Wednesday, April 16, 2008

Much Ado About Mudbugs

We are mudbug fans in my family, have been for ages. Mudbugs, crawfish, crayfish, crawdaddies, whatever you call them, they have been a favorite of all of ours for a long time, although I will confess here that I mostly order them in restaurants, so as to avoid the labor intense process of boiling, pulling, peeling, all for that tasty small morsel of tail meat.

Crawfish are not the delicious secret they used to be. These Lilliputian Lobster types have their own website now. In addition, there are all sorts of recipes, blog posts, and even diy type pages dedicated to show the uninitiated how to peel them.

Lots of folks, Texans especially, like to throw a crawfish boil and by my insistence on eating crawfish in restaurants I mean them no disrespect. I think it is great fun to line a picnic table with newspaper, roll out a pile of boiled corn, potatoes, sausage and crawfish, hand out the bibs, cold beers, and let folks have at it. As long as it is somebody else's picnic table, newspaper, cold beer, house, and pile of boiled food, that is. I was looking for some way I could have my cake and eat it too, only with a lot less fuss and muss.

Enter the New York Time's Mark Bittman and his recipe for "Crabby Crab Cakes". He stated this recipe has gotten the lion's share of compliments handed out over the years and speculates it is because the recipe showcases the crab rather than other ingredients.

"Hmmmm" I thought. "I wonder how these would taste made with crawfish instead of crab?".

So I hauled over to the grocery store where they were selling cooked crawfish, and bought me some. Realizing how little recoverable meat there is in the average crawfish, and seeing as I shared half the cooked crawdaddies with my daughter who loves them as much as I do, I thought I'd supplement using cooked Orange Roughy mixed in. If all those "imitation crab meat" products can use fish in place of crab, I see no reason I couldn't try the same thing for my little Crawdaddy Cakes.

At the moment the Crawdaddy/fish cakes are sitting in the refrigerator waiting for it to get closer to dinner time. I have some vague anxieties over how well they will hold together. I only prepared enough for 2 people so had to cut the recipe in half, which might prove tricky considering the many substitutions I've already made.

As a matter of fact, this little experiment in terror runs counter to my usual practice in the kitchen - "make the recipe as is one time at least before substituting" being a cardinal rule of mine. But that is what is great about testing something new for dinner.
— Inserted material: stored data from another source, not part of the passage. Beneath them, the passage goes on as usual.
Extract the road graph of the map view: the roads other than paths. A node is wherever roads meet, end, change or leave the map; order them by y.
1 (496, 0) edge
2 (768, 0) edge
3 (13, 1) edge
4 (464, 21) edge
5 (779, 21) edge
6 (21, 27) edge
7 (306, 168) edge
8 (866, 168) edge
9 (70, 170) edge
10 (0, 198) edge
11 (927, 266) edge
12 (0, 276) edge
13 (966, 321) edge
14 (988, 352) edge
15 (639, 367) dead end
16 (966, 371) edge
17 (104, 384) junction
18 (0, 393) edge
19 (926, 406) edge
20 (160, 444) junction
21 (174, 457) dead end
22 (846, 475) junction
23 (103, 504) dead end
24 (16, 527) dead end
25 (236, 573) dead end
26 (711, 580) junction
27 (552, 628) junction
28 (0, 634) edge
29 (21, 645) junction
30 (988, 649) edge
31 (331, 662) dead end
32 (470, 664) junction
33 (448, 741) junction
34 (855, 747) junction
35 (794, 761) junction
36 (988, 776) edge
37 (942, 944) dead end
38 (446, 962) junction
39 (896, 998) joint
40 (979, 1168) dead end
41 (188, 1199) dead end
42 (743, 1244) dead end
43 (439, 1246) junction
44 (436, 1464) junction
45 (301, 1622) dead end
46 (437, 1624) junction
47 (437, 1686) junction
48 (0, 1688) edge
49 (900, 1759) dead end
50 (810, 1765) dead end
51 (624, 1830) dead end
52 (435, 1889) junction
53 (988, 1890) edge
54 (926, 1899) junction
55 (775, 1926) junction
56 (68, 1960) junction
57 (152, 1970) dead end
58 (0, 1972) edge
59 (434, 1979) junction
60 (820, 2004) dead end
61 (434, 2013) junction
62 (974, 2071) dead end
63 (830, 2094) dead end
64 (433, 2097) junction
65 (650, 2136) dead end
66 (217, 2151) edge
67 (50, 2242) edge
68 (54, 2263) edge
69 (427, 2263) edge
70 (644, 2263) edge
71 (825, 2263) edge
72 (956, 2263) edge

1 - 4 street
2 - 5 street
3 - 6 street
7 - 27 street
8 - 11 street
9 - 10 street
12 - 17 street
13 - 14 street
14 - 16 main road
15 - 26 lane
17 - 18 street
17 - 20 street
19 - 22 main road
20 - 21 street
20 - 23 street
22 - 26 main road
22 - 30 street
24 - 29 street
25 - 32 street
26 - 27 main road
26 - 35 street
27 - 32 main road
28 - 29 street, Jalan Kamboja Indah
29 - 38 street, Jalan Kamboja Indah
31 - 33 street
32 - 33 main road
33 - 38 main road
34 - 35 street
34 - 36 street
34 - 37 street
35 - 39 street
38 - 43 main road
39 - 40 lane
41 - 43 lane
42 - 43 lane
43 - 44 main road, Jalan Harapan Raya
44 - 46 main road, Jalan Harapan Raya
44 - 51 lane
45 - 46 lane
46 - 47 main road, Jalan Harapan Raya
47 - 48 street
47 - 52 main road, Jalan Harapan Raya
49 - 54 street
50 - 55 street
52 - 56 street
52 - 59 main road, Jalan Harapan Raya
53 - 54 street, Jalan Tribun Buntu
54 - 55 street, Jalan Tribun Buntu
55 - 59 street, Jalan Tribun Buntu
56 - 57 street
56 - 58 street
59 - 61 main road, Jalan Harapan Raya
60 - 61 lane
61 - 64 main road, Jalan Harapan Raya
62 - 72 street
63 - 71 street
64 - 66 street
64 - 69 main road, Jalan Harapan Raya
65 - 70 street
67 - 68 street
Afterwards, for better or worse, you've either enjoyed eating the results or agreed to throw them out and make peanut butter sandwiches as the ultimate substitution.

I'll share how my substitutions fared more thoroughly if my cakes turn out. If not, hope you enjoy the photos and then we must never speak of this again....

UPDATE: Hey! The cakes not only held together, but they browned beautifully and Bittman is right - the cakes taste wonderfully like whatever the main ingredient is because they are so simply put together and don't have a competitive mish-mosh of tastes.

My husband approached me while the cakes were browning with a slight air of concern. "What are those?". "Crawfish-Fish cakes" I told him. "Are those all we have?". "Yup". "So, what are YOU going to eat for dinner?", he asked.

He had a point - with the yummy lime/black pepper aioli featuring the last of our German Garlic from Tecolote Farm, we could easily have thrown back an extra cake or two each. Not that we'd have NEEDED that to be full mind you, they just tasted that good.

Here are my notes - I was able to halve the recipe by beating the one egg called for in a small bowl and pouring half into the mixture. I had about a half cup of cooked crawfish and a half pound orange roughy fillet (I'd previously pan browned the roughy and flaked it with a fork). The irregularity of the fish pieces and the crawfish tails (which were small enough that I mostly left them intact) had me worried the cakes wouldn't hold together but something about the 2 hours in the refrigerator obviously did the trick. I did add the Dijon mustard Bittman lists as an optional ingredient. There are few foods that don't taste a little better with Dijon mustard in the mix, says me. I am adding Crabby Crab Cakes to my "Technique as much as a Recipe" file and envision future fun trying to stick together all sorts of ingredients that I'd like to serve in small cake form. Shoot - I might even try it out with crab one of these days...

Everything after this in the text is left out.